Already, the mixed fleet operators are saying that however tough, 2018 has been much easier than 2017, whatever the numbers. The gearing for new markets long ago begun, turnkey offshore wind projects now mark “the ongoing transformation of business models,” Bourbon said this week, as it juxtaposed vessel “overcapacity” with the “end of decline”. It regretted only that long-term contracts were being locked in at “persistently low” rates that were still some nine percent lower than last year for all OSV types. Still, the company was seeing “renewed growth in the number of tenders,” as exploration in Mexico, Nigeria, Angola and the Middle East picks up.

It was in subsea services, where Bourbon, with its 500 OSVs, posted the strongest gains. Subsea revenues were up over 25 percent, as floating offshore wind farms became a business stream with that first turbine installation off Scotland. Offshore engineering heavyweight Subsea 7 reported similar tangible improvements. Oilfield maintenance has picked up in Africa and the North Sea, and with it spot duty for all offshore construction vessels (OCV).


Uptick: a Subsea 7 OCV (Photo: Eidesvik Offshore)

“With oil prices set to remain well above $60 a barrel, our clients are recovering leeway,” Bourbon reported this week. They’ve also squeezed leeway out of ship operators, as average day rates are down about a quarter for subsea services and a third for AHTSs and PSVs.
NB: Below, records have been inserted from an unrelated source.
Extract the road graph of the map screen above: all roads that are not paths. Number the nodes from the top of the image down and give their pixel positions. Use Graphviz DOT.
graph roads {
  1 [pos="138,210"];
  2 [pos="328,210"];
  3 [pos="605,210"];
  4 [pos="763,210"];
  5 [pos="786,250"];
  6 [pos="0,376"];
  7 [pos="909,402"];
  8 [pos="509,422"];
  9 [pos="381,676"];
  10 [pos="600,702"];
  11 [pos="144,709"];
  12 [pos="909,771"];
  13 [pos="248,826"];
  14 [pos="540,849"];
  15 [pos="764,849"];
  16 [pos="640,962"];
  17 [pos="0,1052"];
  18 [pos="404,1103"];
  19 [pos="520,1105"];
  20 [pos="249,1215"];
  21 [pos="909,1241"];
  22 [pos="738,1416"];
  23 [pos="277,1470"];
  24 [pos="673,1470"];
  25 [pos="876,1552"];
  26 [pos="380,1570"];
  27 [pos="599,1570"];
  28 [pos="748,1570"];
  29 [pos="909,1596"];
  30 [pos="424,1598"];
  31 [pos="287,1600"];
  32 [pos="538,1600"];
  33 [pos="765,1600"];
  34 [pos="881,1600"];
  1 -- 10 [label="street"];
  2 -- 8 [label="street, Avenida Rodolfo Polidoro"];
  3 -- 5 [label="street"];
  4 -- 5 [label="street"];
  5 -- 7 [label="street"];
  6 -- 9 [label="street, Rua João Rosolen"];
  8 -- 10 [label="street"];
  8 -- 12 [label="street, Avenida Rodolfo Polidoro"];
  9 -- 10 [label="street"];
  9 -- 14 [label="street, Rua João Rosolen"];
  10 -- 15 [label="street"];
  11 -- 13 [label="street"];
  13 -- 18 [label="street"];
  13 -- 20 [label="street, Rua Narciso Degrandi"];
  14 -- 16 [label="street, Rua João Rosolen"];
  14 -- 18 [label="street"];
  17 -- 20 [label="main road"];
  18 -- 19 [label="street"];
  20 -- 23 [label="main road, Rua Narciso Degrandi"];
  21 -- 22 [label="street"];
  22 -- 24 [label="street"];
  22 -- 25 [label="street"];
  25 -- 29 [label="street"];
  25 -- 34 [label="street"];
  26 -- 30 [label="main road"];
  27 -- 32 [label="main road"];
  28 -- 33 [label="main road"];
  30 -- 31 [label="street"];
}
Subsea 7, meanwhile, has just reported that its order backlog has hit $5.1 billion with projects in all the world’s oil provinces, including new awards at Buzzard and Triton in the U.K. North Sea and at Katmai in the U.S. Gulf of Mexico.

In three months, it earned revenues on oil-gas engineering jobs alone of $1.1 billion. Wind added another 10 percent to that. Of Subsea 7’s 34 OCVs, 32 pipe-laying, construction, heavy-lift and other vessels are under contract.

That sounds like busy times for offshore engineering if not for OSVs dependent on rig hires. So, if anything, the offshore “recovery” is production-based rather than exploration-based.